I think it was former Maple Leaf enforcer Tie Domi who once said of hockey fights, “It’s not how many you win, it’s how many you show up for.”
And to its great shame and disgrace, the National Citizens Coalition did not show up for the Ontario election fight.
The NCC, once a scrappy champion for freedom, tamely stood on the sidelines during this election and watched as big union bosses poured millions of dollars into a media campaign that not only attacked and degraded the PCs but which also put forward a left wing agenda.
The left won the persuasion war essentially by default because the NCC surrendered the field.
(Full disclosure: I worked at the NCC for more than 20 years, until 2007 when I was fired after criticizing Prime Minister Stephen Harper for not sticking to his conservative principles.)
It makes me angry.
The NCC was created, after all, specifcally to speak up for freedom and to do battle in the arena of ideas. In the old days the NCC was ready, willing and eager to take on all comers, whether that meant battling government bureaucrats or union bosses or political parties.
We were a David taking on an army of Goliaths.
Today, by contrast, the NCC is a pussycat.
Now to be fair, the NCC did squeeze their donors for cash to pay for a “Dump Dalton” campaign. But it never amounted to anything but a pathetic joke. They had a low-budget website and a video ad that is embarrassingly bad, so bad I doubt it ever aired.
The upshot is the NCC didn’t make a peep. It was totally off the radar throughout a crucial election.
Now I don’t expect the NCC to match the unions dollar for dollar when it comes to media ad campaigns, but they should at least have the resources to make some sort of impact.
Back in the 1995 Ontario election, for example, the NCC was a force to be reckoned with. We ran hard-hitting and effective TV ads, we aired radio spots, put up billboards and published newspaper ads. We made news. We made a difference. And in a tight race, every little bit matters.
So why didn’t the NCC take on Premier McGuinty in any meaningful manner? Why didn’t it try to offset the union boss propaganda campaign? And never mind the paid media stuff. Why didn’t the NCC so much as publish an op ed in a major newspaper to express an opinion? To be blunt, why did they let their supporters and conservatives down?
And by the way, the NCC has not undertaken any serious initiatives in the past four years. It has not taken on any court challenges. It has not mounted any sort of major media campaign. It has done nothing, nada, rien.
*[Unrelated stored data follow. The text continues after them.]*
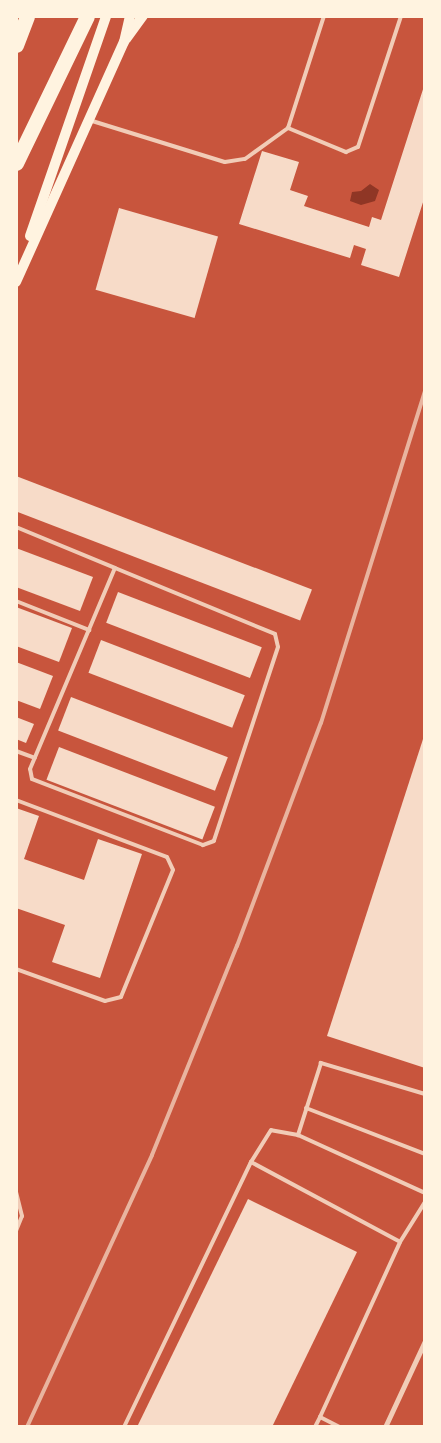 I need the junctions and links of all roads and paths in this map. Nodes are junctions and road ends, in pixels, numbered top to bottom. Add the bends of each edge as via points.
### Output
1 (27, 16) edge
2 (87, 16) edge
3 (106, 16) edge
4 (130, 16) edge
5 (143, 16) edge
6 (324, 16) edge
7 (401, 16) edge
8 (124, 42) junction
9 (16, 45) edge
10 (89, 120) junction
11 (288, 128) junction
12 (16, 163) edge
13 (16, 277) edge
14 (16, 282) edge
15 (16, 527) edge
16 (115, 568) junction
17 (16, 601) edge
18 (89, 630) junction
19 (16, 751) edge
20 (35, 758) junction
21 (16, 800) edge
22 (16, 969) edge
23 (425, 1094) edge
24 (306, 1108) junction
25 (298, 1135) junction
26 (425, 1154) edge
27 (251, 1162) junction
28 (16, 1192) edge
29 (425, 1193) edge
30 (425, 1202) edge
31 (420, 1212) junction
32 (425, 1214) edge
33 (16, 1231) edge
34 (400, 1242) junction
35 (425, 1341) edge
36 (320, 1417) junction
37 (124, 1427) edge
38 (315, 1427) edge
39 (340, 1427) edge
40 (385, 1427) edge

1 - 9 highway
2 - 12 highway
3 - 13 main road
4 - 8 main road
5 - 8 main road
6 - 11 lane
7 - 11 lane via 358,147 346,152
8 - 10 main road
10 - 11 lane via 225,162 244,159
10 - 14 main road
15 - 16 lane
16 - 18 lane
16 - 20 lane via 275,634 278,647 214,841 203,845 32,780 30,769
17 - 18 lane
18 - 20 lane
19 - 20 lane
21 - 22 lane via 167,857 173,870 121,997 106,1001
23 - 24 lane via 321,1062
24 - 25 lane
24 - 26 lane
25 - 27 lane via 271,1130
25 - 29 lane
27 - 34 lane
27 - 37 lane
28 - 33 lane via 22,1216
30 - 31 lane
31 - 32 lane
31 - 34 lane
34 - 36 lane
35 - 40 street
36 - 38 lane
36 - 39 lane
Oh that’s not quite true, it still collects in lots of donations to pay for salaries.
So what’s the problem?
Well to my mind there are two basic issues. First, the NCC has basically transformed itself into a cheer leading squad for the federal Conservatives. Rather than promoting a conservative agenda, they simply regurgitate Prime Minster Stephen Harper’s talking points. That’s their new role.
Secondly and more seriously, I believe the people leading the NCC simply don’t know what they are doing. They don’t know how to run a media campaign; they don’t know how to create an imaginative ad; they lack the ability to communicate to the public in a persuasive manner. I also suspect they don’t even truly understand conservative ideology. Simply put, they don’t fight because they don’t know how to fight.
So the end result is the left can run rampant, unopposed as they did in the Ontario election. The NCC, in other words exists simply for the sake of existing. It really serves no useful function.
Of course, this happens to all groups after a while. They lose their way, they lose their original sense of purpose, they outlive the spirit that created them. And so it is with the NCC. It isn’t dead, but it isn’t exactly alive either. It’s a zombie shuffling along aimlessly with neither a brain or a soul.
Canada’s conservative movement deserves better.
We need in short, a strong voice for conservatism that will show up for the fights, no matter the odds, no matter the opponent.